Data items
^^^^^^^^^^^^^^^^

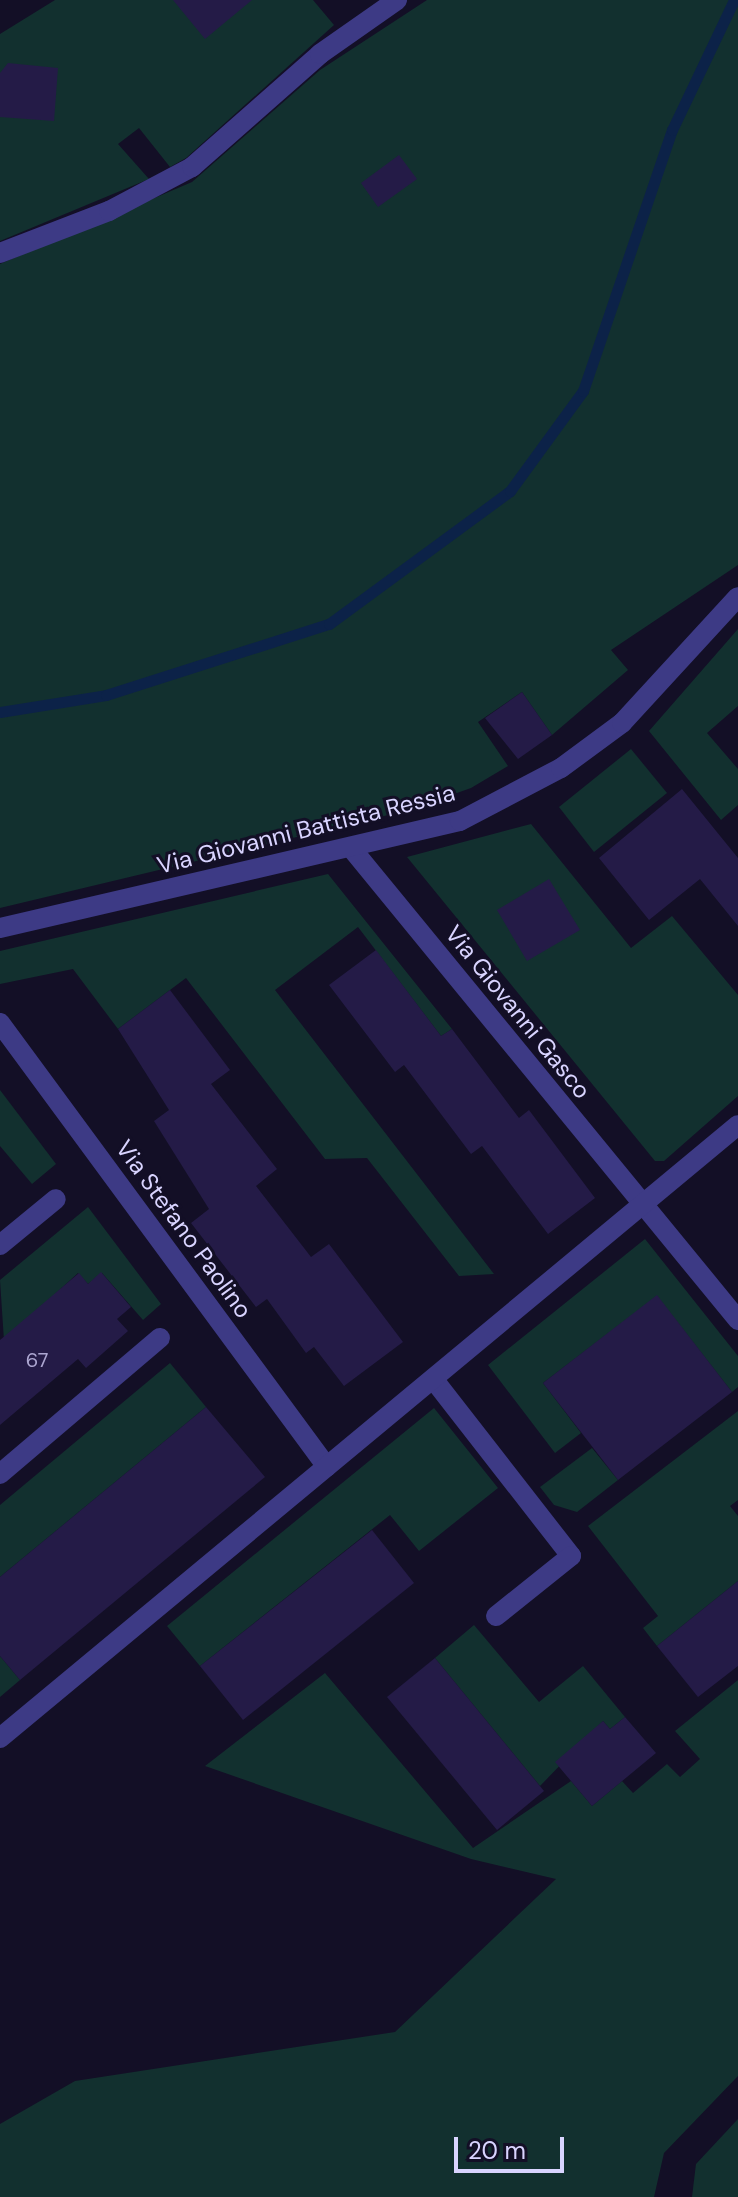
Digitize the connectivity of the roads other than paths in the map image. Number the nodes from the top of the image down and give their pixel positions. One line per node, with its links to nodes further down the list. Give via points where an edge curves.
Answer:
1 (397, 0): 2 (street, via 320,54 192,167 109,211)
2 (0, 253)
3 (738, 597): 4 (street, Via Giovanni Battista Ressia, via 622,723 561,768 460,821)
4 (352, 849): 5 (street, Via Giovanni Battista Ressia); 9 (street, Via Giovanni Gasco)
5 (0, 928)
6 (0, 1023): 14 (street, Via Stefano Paolino)
7 (738, 1125): 9 (street)
8 (56, 1199): 10 (street)
9 (644, 1208): 11 (street); 13 (street)
10 (0, 1245)
11 (738, 1320)
12 (160, 1338): 15 (street)
13 (434, 1380): 14 (street); 16 (street, via 571,1556)
14 (327, 1467): 17 (street)
15 (0, 1474)
16 (496, 1616)
17 (0, 1738)

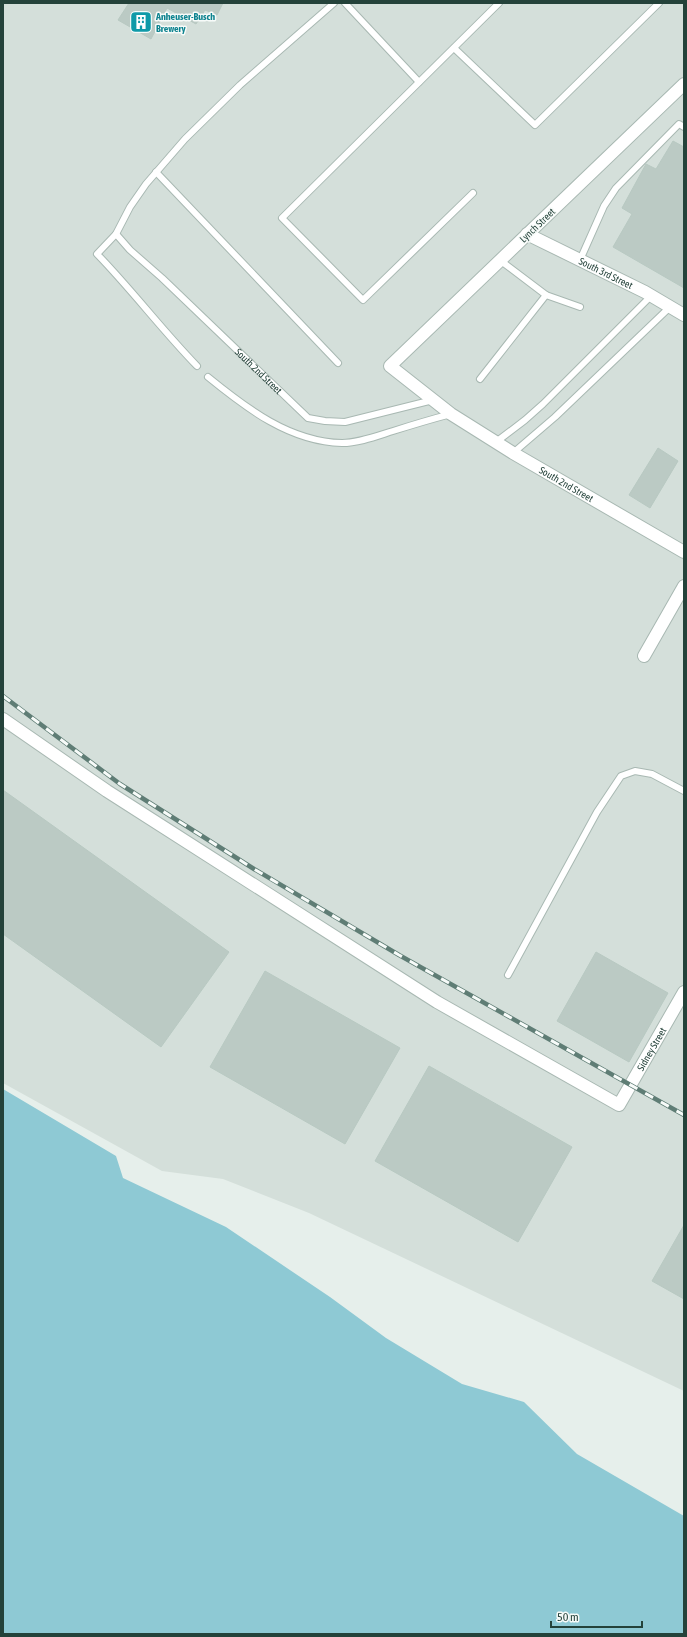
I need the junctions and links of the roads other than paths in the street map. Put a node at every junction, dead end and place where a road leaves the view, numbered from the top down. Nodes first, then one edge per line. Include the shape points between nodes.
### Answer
1 (334, 3) edge
2 (346, 3) edge
3 (499, 3) edge
4 (659, 3) edge
5 (454, 48) junction
6 (419, 82) junction
7 (684, 85) edge
8 (684, 127) edge
9 (156, 172) junction
10 (473, 193) dead end
11 (116, 234) junction
12 (527, 234) junction
13 (580, 260) junction
14 (501, 261) junction
15 (546, 295) junction
16 (651, 296) junction
17 (580, 307) dead end
18 (670, 307) junction
19 (684, 315) edge
20 (338, 363) dead end
21 (197, 366) dead end
22 (390, 366) joint
23 (208, 377) dead end
24 (480, 379) dead end
25 (435, 400) junction
26 (451, 414) junction
27 (496, 442) junction
28 (513, 453) junction
29 (684, 552) edge
30 (684, 586) edge
31 (644, 656) dead end
32 (3, 719) edge
33 (684, 791) edge
34 (508, 975) dead end
35 (684, 992) edge

1 - 9 lane via 240,85 185,139
2 - 6 lane
3 - 5 lane
4 - 5 lane via 535,125
5 - 6 lane
6 - 10 lane via 282,218 363,300
7 - 12 street, Lynch Street
8 - 13 lane via 679,124 616,188 604,206
9 - 11 lane via 130,207
9 - 20 lane
11 - 21 lane via 97,254
11 - 25 lane, South 2nd Street via 308,418 345,422
12 - 13 street, South 3rd Street
12 - 14 street, Lynch Street
13 - 16 street, South 3rd Street
14 - 15 lane
14 - 22 street, Lynch Street
15 - 17 lane
15 - 24 lane
16 - 18 street, South 3rd Street
16 - 27 lane via 543,404
18 - 19 street, South 3rd Street
18 - 28 lane via 555,417
22 - 25 street, South 2nd Street
23 - 26 lane via 241,404 265,419 312,440 343,443 368,439
25 - 26 street, South 2nd Street
26 - 27 street, South 2nd Street
27 - 28 street, South 2nd Street
28 - 29 street, South 2nd Street
30 - 31 street
32 - 35 street, Sidney Street via 107,791 437,1002 619,1106
33 - 34 lane via 652,774 635,771 621,776 597,812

^^^^^^^^^^^^^^^^

Your assignment
Please repeat all of the data exactly as it stands, leaving the pictures out.

Task solution
Digitize the connectivity of the roads other than paths in the map image. Number the nodes from the top of the image down and give their pixel positions. One line per node, with its links to nodes further down the list. Give via points where an edge curves.
Answer:
1 (397, 0): 2 (street, via 320,54 192,167 109,211)
2 (0, 253)
3 (738, 597): 4 (street, Via Giovanni Battista Ressia, via 622,723 561,768 460,821)
4 (352, 849): 5 (street, Via Giovanni Battista Ressia); 9 (street, Via Giovanni Gasco)
5 (0, 928)
6 (0, 1023): 14 (street, Via Stefano Paolino)
7 (738, 1125): 9 (street)
8 (56, 1199): 10 (street)
9 (644, 1208): 11 (street); 13 (street)
10 (0, 1245)
11 (738, 1320)
12 (160, 1338): 15 (street)
13 (434, 1380): 14 (street); 16 (street, via 571,1556)
14 (327, 1467): 17 (street)
15 (0, 1474)
16 (496, 1616)
17 (0, 1738)

I need the junctions and links of the roads other than paths in the street map. Put a node at every junction, dead end and place where a road leaves the view, numbered from the top down. Nodes first, then one edge per line. Include the shape points between nodes.
### Answer
1 (334, 3) edge
2 (346, 3) edge
3 (499, 3) edge
4 (659, 3) edge
5 (454, 48) junction
6 (419, 82) junction
7 (684, 85) edge
8 (684, 127) edge
9 (156, 172) junction
10 (473, 193) dead end
11 (116, 234) junction
12 (527, 234) junction
13 (580, 260) junction
14 (501, 261) junction
15 (546, 295) junction
16 (651, 296) junction
17 (580, 307) dead end
18 (670, 307) junction
19 (684, 315) edge
20 (338, 363) dead end
21 (197, 366) dead end
22 (390, 366) joint
23 (208, 377) dead end
24 (480, 379) dead end
25 (435, 400) junction
26 (451, 414) junction
27 (496, 442) junction
28 (513, 453) junction
29 (684, 552) edge
30 (684, 586) edge
31 (644, 656) dead end
32 (3, 719) edge
33 (684, 791) edge
34 (508, 975) dead end
35 (684, 992) edge

1 - 9 lane via 240,85 185,139
2 - 6 lane
3 - 5 lane
4 - 5 lane via 535,125
5 - 6 lane
6 - 10 lane via 282,218 363,300
7 - 12 street, Lynch Street
8 - 13 lane via 679,124 616,188 604,206
9 - 11 lane via 130,207
9 - 20 lane
11 - 21 lane via 97,254
11 - 25 lane, South 2nd Street via 308,418 345,422
12 - 13 street, South 3rd Street
12 - 14 street, Lynch Street
13 - 16 street, South 3rd Street
14 - 15 lane
14 - 22 street, Lynch Street
15 - 17 lane
15 - 24 lane
16 - 18 street, South 3rd Street
16 - 27 lane via 543,404
18 - 19 street, South 3rd Street
18 - 28 lane via 555,417
22 - 25 street, South 2nd Street
23 - 26 lane via 241,404 265,419 312,440 343,443 368,439
25 - 26 street, South 2nd Street
26 - 27 street, South 2nd Street
27 - 28 street, South 2nd Street
28 - 29 street, South 2nd Street
30 - 31 street
32 - 35 street, Sidney Street via 107,791 437,1002 619,1106
33 - 34 lane via 652,774 635,771 621,776 597,812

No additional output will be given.